А вороны все летели и летели с криком по белому холодному небу, точно кто-то закольцевал один бесконечно повторяющийся кадр, и не было им конца.

Темные души продолжали слетаться в Город.

— Опять будешь милостыню всем раздавать? — спросила Чуб, приготовившись к долгому ожиданию.

— Не сейчас, — устало мотнула головою Акнир. — А, знаешь, моя прапрапрабабка Милана, — снова вспомнила о предках она, — когда шла на задушницы милостыню подавать, все переживала: а вдруг к ней святой Николай или Кузьма да Демьян подойдут? А она, против воли, святым грошик подаст.

— Святой Николай? — усомнилась в своем слухе Землепотрясная Даша. — Без шуток?

— Ваши святые часто с нищими ходят, вас проверяют.

— Святые ходят мимо нас?.. Вот бы встретить хоть раз!

— Может, и встретишь, да вряд ли узнаешь.

— А кто-то их реально встречал?

— Говорят, Персефона встречала, знаешь, чем кончилось — пришлось ей уйти из Киевиц. Для ведьмы встретить святого страшней, чем святоше — черта.

— Так вот отчего ты боишься Пятницы — святой Параскевы? — скумекала Чуб.
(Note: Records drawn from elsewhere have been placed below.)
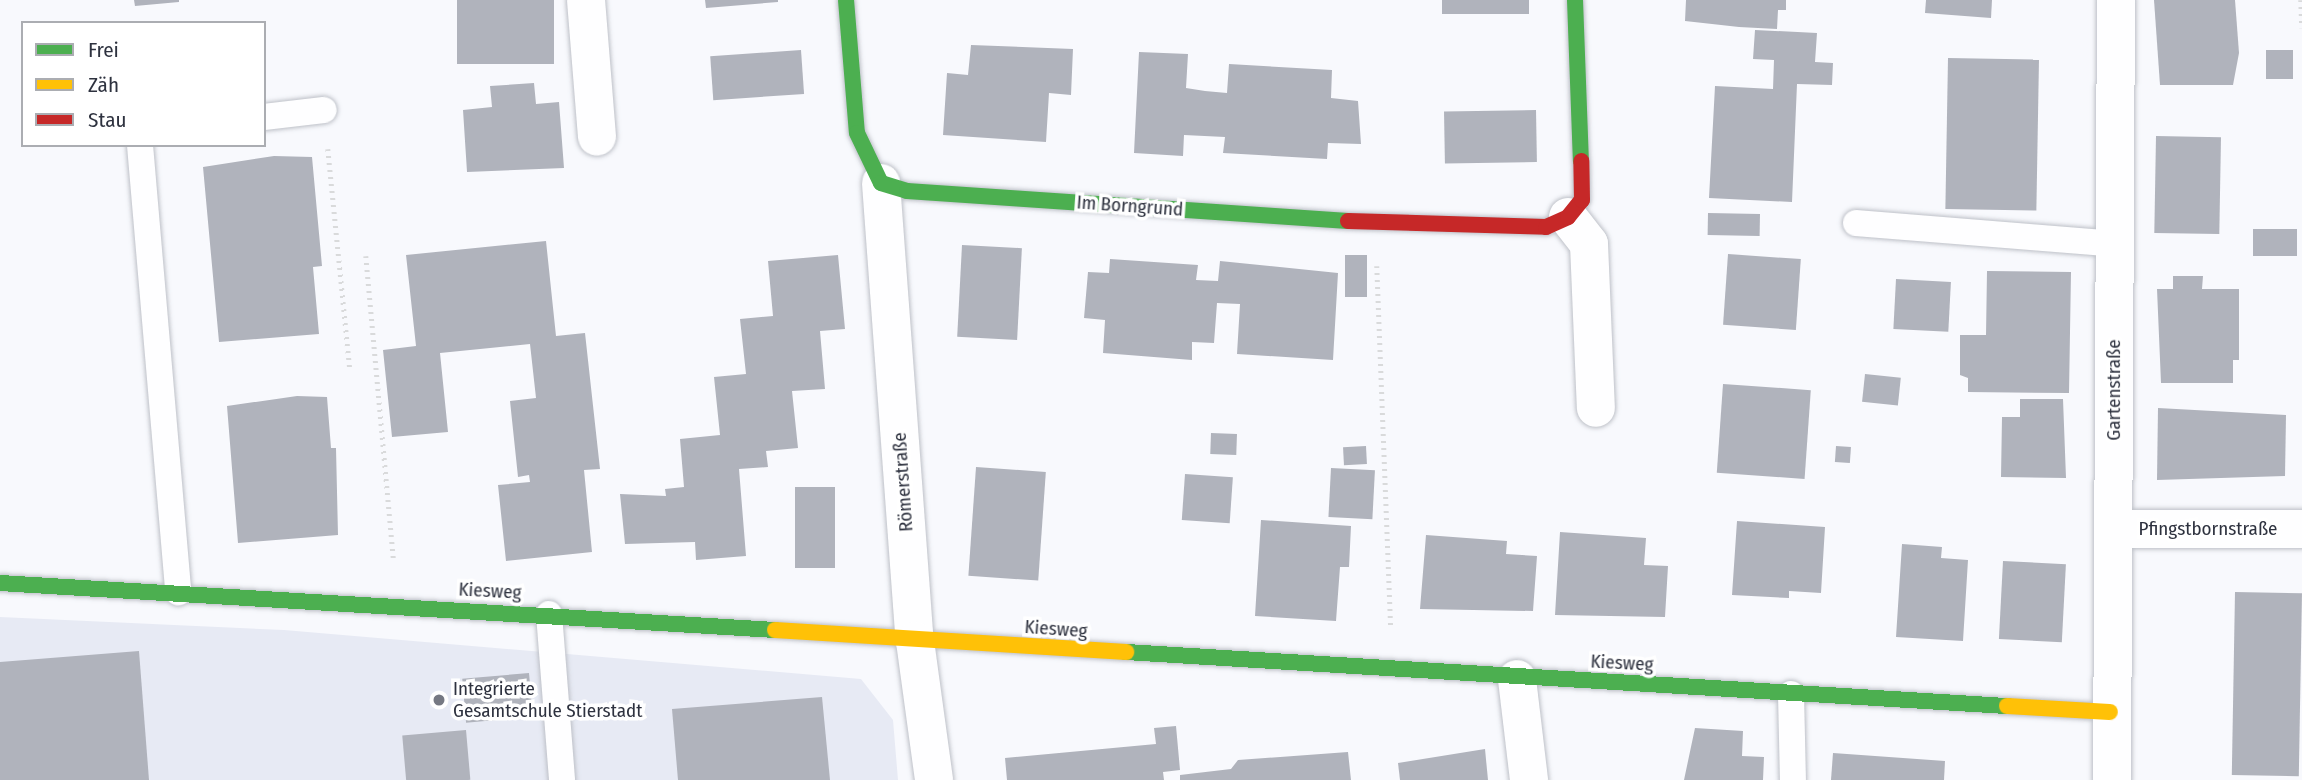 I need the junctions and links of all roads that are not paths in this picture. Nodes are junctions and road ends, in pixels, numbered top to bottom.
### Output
1 (586, 0) edge
2 (846, 0) edge
3 (1575, 0) edge
4 (2116, 0) edge
5 (324, 110) road end
6 (266, 117) edge
7 (597, 137) dead end
8 (140, 147) edge
9 (881, 183) junction
10 (1568, 217) junction
11 (1856, 223) dead end
12 (2115, 244) junction
13 (1596, 408) dead end
14 (2114, 529) junction
15 (2302, 529) edge
16 (0, 583) edge
17 (178, 592) junction
18 (549, 614) junction
19 (915, 641) junction
20 (1517, 679) junction
21 (1791, 694) junction
22 (2110, 712) junction
23 (562, 780) edge
24 (933, 780) edge
25 (1529, 780) edge
26 (1793, 780) edge
27 (2112, 780) edge

1 - 7 street
2 - 9 street
3 - 10 street
4 - 12 street, Gartenstraße
5 - 6 lane
8 - 17 lane
9 - 10 street, Im Borngrund
9 - 19 street, Römerstraße
10 - 13 street
11 - 12 lane
12 - 14 street, Gartenstraße
14 - 15 street, Pfingstbornstraße
14 - 22 street, Gartenstraße
16 - 17 street, Kiesweg
17 - 18 street, Kiesweg
18 - 19 street, Kiesweg
18 - 23 lane
19 - 20 street, Kiesweg
19 - 24 street, Römerstraße
20 - 21 street, Kiesweg
20 - 25 street
21 - 22 street, Kiesweg
21 - 26 lane
22 - 27 street, Gartenstraße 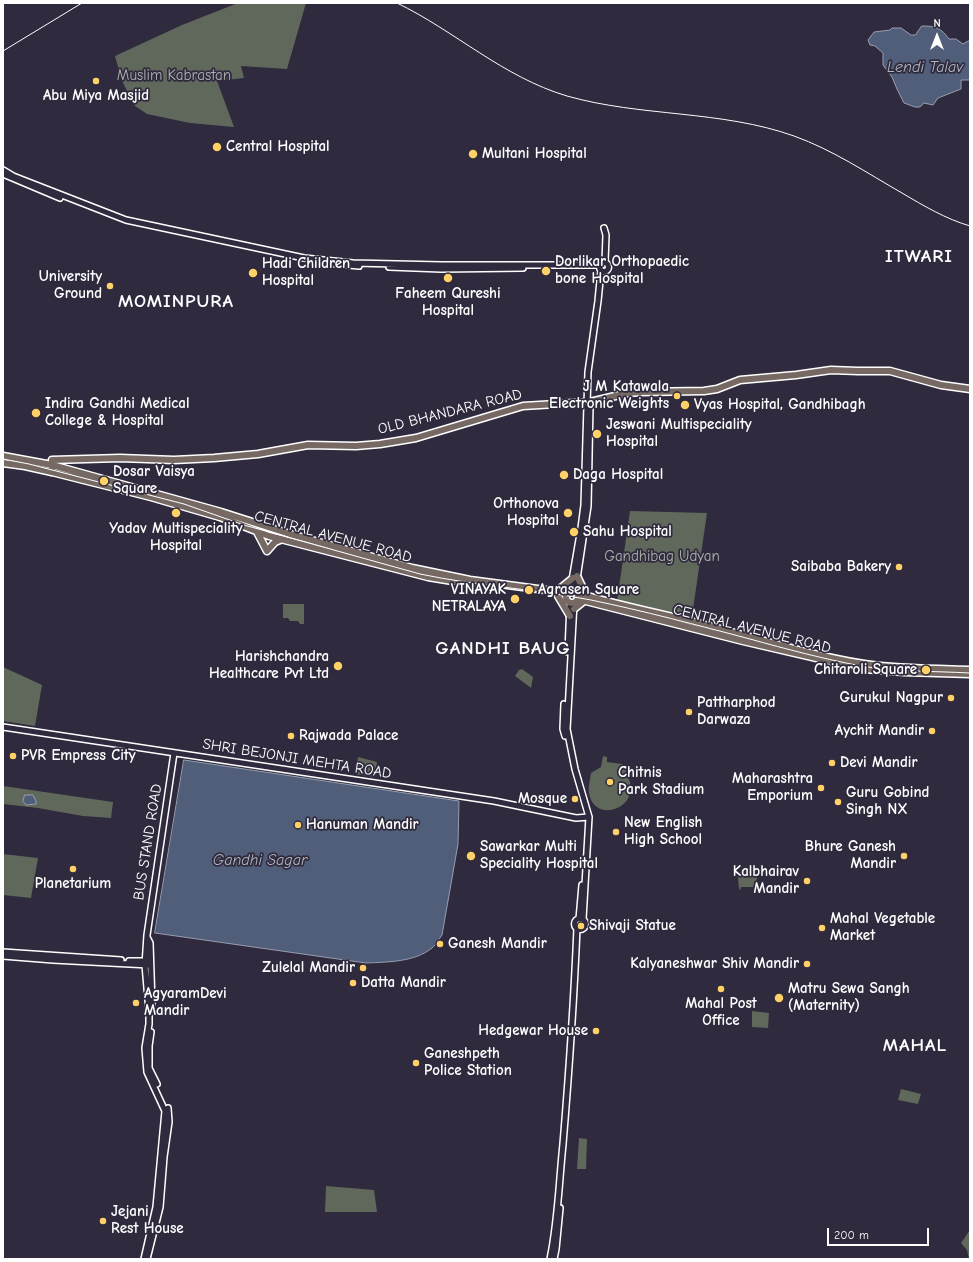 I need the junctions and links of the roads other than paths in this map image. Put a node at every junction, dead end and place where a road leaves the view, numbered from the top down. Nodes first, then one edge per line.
1 (3, 170) edge
2 (3, 174) edge
3 (38, 187) junction
4 (604, 231) dead end
5 (602, 266) junction
6 (970, 389) edge
7 (588, 402) junction
8 (3, 456) edge
9 (52, 462) junction
10 (3, 463) edge
11 (52, 472) junction
12 (257, 532) junction
13 (282, 540) junction
14 (575, 577) junction
15 (557, 594) junction
16 (575, 598) junction
17 (570, 616) junction
18 (701, 627) junction
19 (571, 635) junction
20 (970, 670) edge
21 (970, 674) edge
22 (3, 727) edge
23 (174, 752) junction
24 (588, 818) junction
25 (581, 919) junction
26 (578, 929) junction
27 (3, 952) edge
28 (3, 956) edge
29 (147, 963) junction
30 (150, 1025) junction
31 (144, 1259) edge
32 (147, 1259) edge
33 (550, 1259) edge
34 (554, 1259) edge

1 - 3 main road
2 - 3 main road
3 - 5 main road
4 - 5 main road
5 - 7 main road
6 - 7 main road, OLD BHANDARA ROAD
7 - 9 main road, OLD BHANDARA ROAD
7 - 14 main road
8 - 9 main road
9 - 11 main road
9 - 15 main road, CENTRAL AVENUE ROAD
10 - 11 main road, CENTRAL AVENUE ROAD
11 - 12 main road, CENTRAL AVENUE ROAD
12 - 13 main road, CENTRAL AVENUE ROAD
12 - 13 main road
13 - 15 main road, CENTRAL AVENUE ROAD
14 - 15 main road
14 - 16 main road
14 - 16 main road
15 - 16 main road, CENTRAL AVENUE ROAD
15 - 17 main road
16 - 17 main road
16 - 18 main road, CENTRAL AVENUE ROAD
16 - 19 main road
17 - 19 main road
18 - 20 main road
18 - 21 main road, CENTRAL AVENUE ROAD
19 - 24 main road
22 - 23 main road, SHRI BEJONJI MEHTA ROAD
23 - 24 main road, SHRI BEJONJI MEHTA ROAD
23 - 29 main road, BUS STAND ROAD
24 - 25 main road
25 - 26 main road
25 - 26 main road
26 - 33 main road
26 - 34 main road
27 - 29 main road
28 - 29 main road
29 - 30 main road
30 - 31 main road
30 - 32 main road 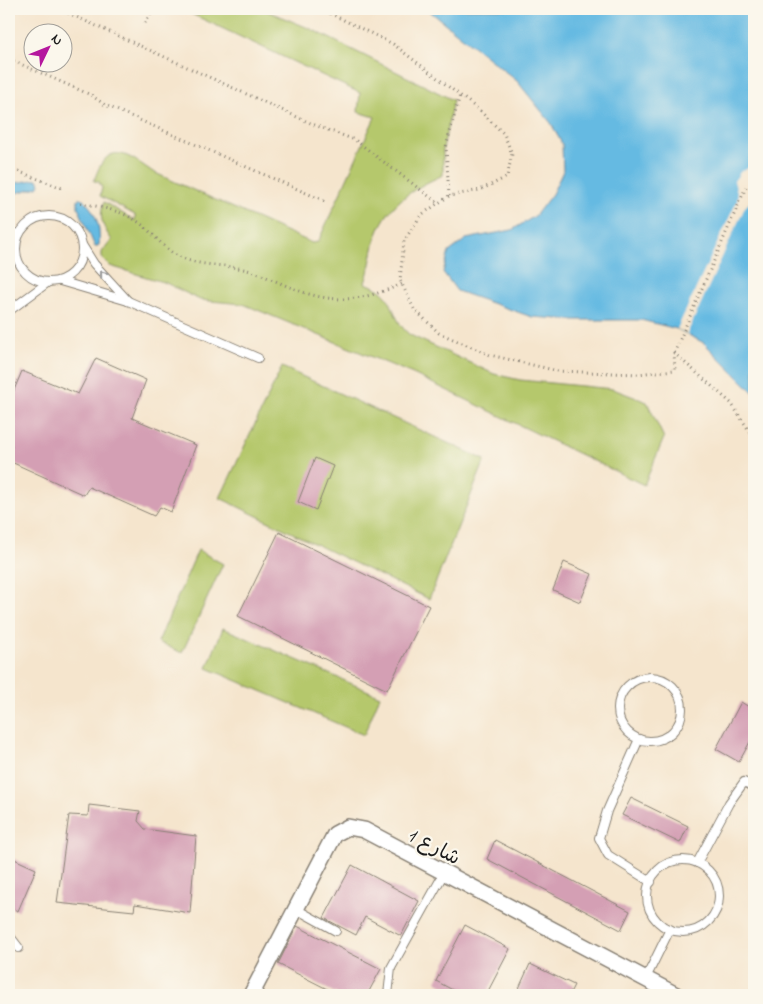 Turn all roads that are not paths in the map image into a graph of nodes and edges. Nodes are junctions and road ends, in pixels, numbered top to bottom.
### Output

Они двинулись в сторону Анатомического театра.

Тьма уже надкусила город с востока, становилось темно. На взгляд выходца из ХХІ века, вечером в Киеве 1888-го всегда было темно — до появления электричества тьму никогда не удавалось прогнать до конца, и потому человек всегда боялся и верил любым суевериям — а после впал в другую крайность и перестал верить даже собственным глазам.

Кабы прямо сейчас Даша увидела перед собой святого Николая под руку с гулящей Пятницей — она б не поверила.
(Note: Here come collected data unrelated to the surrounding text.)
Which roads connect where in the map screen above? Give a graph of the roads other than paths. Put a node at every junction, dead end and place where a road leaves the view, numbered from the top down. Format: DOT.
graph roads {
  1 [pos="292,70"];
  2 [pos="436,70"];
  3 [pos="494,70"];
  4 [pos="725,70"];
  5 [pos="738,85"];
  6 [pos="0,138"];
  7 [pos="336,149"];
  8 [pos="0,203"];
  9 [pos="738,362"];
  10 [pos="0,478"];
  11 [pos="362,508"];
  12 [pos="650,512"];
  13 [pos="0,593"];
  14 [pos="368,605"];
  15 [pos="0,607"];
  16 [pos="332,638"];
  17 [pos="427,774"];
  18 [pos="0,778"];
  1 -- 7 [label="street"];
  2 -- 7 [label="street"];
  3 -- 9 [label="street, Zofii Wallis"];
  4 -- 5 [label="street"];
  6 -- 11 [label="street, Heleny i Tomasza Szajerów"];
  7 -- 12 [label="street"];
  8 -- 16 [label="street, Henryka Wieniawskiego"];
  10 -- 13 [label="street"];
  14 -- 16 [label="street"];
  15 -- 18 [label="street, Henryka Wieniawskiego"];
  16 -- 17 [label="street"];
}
Чуб достала из кармана последний кусок Пепитиного бармбрэка и, помня наставления Акнир, раскрошила чуток, бросив крошки на землю — для душечек. Остаток засунула в рот. Она так и не отыскала там ни колечка, ни монетки, ни щепки — зато, спасибо Саману, слегка утолила свой голод.
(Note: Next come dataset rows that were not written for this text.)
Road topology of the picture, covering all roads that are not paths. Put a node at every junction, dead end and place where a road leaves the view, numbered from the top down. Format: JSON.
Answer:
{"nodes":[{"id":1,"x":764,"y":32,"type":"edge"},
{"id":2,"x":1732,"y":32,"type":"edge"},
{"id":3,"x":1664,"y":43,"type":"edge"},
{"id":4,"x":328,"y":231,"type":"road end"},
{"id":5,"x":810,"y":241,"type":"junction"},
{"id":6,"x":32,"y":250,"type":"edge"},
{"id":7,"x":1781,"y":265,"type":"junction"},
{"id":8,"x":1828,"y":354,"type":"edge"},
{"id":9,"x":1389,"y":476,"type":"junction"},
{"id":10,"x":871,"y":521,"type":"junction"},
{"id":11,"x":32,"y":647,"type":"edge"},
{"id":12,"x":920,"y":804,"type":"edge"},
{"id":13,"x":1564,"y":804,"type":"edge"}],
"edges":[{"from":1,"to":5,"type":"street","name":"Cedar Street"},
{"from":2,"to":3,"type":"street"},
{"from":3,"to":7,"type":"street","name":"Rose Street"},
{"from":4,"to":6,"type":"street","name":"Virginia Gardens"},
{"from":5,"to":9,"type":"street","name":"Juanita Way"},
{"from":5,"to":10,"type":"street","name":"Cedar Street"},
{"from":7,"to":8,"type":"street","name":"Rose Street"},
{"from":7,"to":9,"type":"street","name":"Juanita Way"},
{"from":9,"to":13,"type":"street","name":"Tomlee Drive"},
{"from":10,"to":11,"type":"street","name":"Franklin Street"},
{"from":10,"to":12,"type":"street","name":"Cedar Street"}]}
— А их Хэллоуин для нас имеет значение? — спросила она.

— И да, и нет, — меланхолично отозвалась Акнир. — Но Дни Смерти праздновали в разных концах света даже тогда, когда два конца еще не связали воедино. Еще древние египтяне отмечали в ноябре дни мертвецов. Православные поминают их между 1 и 8 ноября, в субботу, накануне святого Дмитрия. В Англии 2 ноября, в Мексике— 1 и 2-го.

— А ирландский Хэллоуин в ночь с 31 на 1 ноября, — напомнила Даша, — сегодня.

— Все мы почитаем дни сумерек, дни угасания, когда солнце уходит от нас, Земля засыпает, и вместе с ней засыпают наши душки в земле. Но перед уходом мертвым дается полная власть, и грешным, и праведным. Они правят бал, пока ворота в тот мир распахнуты настежь, пока они не закроются с приходом зимы.

— А где эти Ворота? В Провалле? — спросила Чуб.

Сумерки резко сгустились, словно, подслушав их разговор, кто-то всевышний решительно задернул занавески на небе.

Впереди, на углу Владимирской и Прорезной появился фонарщик в большом грязном фартуке — похожий на черта, невысокий, чумазый мужик с испитой физиономией и подбитым глазом. Приставил лесенку к фонарю, привычно и ловко забрался наверх, открыл окошко с треснутым стеклышком — и газовый фонарь загорелся тусклым маяком надежды для всех неприкаянный душ в этой холодной ночи.